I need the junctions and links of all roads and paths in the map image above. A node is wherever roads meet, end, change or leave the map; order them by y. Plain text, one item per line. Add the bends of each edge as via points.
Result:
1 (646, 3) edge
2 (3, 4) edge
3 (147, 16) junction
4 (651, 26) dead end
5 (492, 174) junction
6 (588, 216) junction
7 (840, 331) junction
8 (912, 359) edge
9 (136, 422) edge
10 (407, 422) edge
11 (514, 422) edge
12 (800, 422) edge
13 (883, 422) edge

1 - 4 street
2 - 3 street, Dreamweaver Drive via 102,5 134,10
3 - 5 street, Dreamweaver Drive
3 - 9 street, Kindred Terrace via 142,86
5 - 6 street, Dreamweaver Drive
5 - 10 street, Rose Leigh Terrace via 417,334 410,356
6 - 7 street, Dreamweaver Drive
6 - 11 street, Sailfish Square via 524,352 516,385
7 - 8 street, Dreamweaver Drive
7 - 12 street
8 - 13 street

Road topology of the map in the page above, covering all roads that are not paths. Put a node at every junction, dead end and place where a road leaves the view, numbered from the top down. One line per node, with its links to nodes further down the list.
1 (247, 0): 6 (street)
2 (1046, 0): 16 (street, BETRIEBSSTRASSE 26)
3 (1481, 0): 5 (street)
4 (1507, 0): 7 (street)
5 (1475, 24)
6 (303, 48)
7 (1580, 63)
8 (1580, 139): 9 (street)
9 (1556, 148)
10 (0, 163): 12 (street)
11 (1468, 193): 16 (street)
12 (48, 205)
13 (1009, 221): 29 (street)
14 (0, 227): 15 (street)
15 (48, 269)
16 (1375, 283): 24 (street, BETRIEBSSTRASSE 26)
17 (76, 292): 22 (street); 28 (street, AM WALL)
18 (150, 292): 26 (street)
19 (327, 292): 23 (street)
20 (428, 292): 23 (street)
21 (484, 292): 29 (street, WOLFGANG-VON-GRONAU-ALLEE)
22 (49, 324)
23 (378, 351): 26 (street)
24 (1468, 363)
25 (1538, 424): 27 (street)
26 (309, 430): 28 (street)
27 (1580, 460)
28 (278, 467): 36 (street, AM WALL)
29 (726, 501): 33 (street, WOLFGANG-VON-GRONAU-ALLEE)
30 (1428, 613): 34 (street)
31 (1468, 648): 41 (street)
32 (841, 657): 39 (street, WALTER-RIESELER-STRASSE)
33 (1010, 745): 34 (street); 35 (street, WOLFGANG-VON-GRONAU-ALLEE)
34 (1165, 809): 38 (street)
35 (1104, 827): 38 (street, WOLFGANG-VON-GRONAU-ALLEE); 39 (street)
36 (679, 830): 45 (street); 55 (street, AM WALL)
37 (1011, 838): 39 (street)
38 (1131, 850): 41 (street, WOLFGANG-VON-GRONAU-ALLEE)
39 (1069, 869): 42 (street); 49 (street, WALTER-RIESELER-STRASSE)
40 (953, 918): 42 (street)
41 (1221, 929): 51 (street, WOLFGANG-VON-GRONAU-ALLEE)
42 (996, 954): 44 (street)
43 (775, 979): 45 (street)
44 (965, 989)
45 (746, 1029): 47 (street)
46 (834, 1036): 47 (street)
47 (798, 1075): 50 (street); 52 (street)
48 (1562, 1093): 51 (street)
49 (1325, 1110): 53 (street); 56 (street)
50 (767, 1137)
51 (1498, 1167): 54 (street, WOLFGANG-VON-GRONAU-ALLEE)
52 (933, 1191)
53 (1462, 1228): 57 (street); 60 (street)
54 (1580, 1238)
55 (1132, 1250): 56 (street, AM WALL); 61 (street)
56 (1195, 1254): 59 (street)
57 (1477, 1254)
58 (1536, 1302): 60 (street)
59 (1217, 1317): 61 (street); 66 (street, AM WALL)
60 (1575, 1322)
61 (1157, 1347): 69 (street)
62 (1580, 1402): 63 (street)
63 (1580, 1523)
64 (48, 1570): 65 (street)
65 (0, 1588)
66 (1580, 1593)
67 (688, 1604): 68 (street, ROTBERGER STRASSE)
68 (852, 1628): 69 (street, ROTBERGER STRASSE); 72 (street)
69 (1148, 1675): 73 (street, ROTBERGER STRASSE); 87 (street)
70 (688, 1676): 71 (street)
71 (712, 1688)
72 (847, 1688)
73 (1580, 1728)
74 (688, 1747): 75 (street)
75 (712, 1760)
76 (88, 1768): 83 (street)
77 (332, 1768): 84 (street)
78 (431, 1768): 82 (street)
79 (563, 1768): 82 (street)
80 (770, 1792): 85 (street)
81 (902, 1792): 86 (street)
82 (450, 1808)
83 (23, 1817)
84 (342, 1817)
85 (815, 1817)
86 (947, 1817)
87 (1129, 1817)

------------------------------------------------------------------------

Every line that contains the string "edge" should be copied from the entries.

I need the junctions and links of all roads and paths in the map image above. A node is wherever roads meet, end, change or leave the map; order them by y. Plain text, one item per line. Add the bends of each edge as via points.
1 (646, 3) edge
2 (3, 4) edge
8 (912, 359) edge
9 (136, 422) edge
10 (407, 422) edge
11 (514, 422) edge
12 (800, 422) edge
13 (883, 422) edge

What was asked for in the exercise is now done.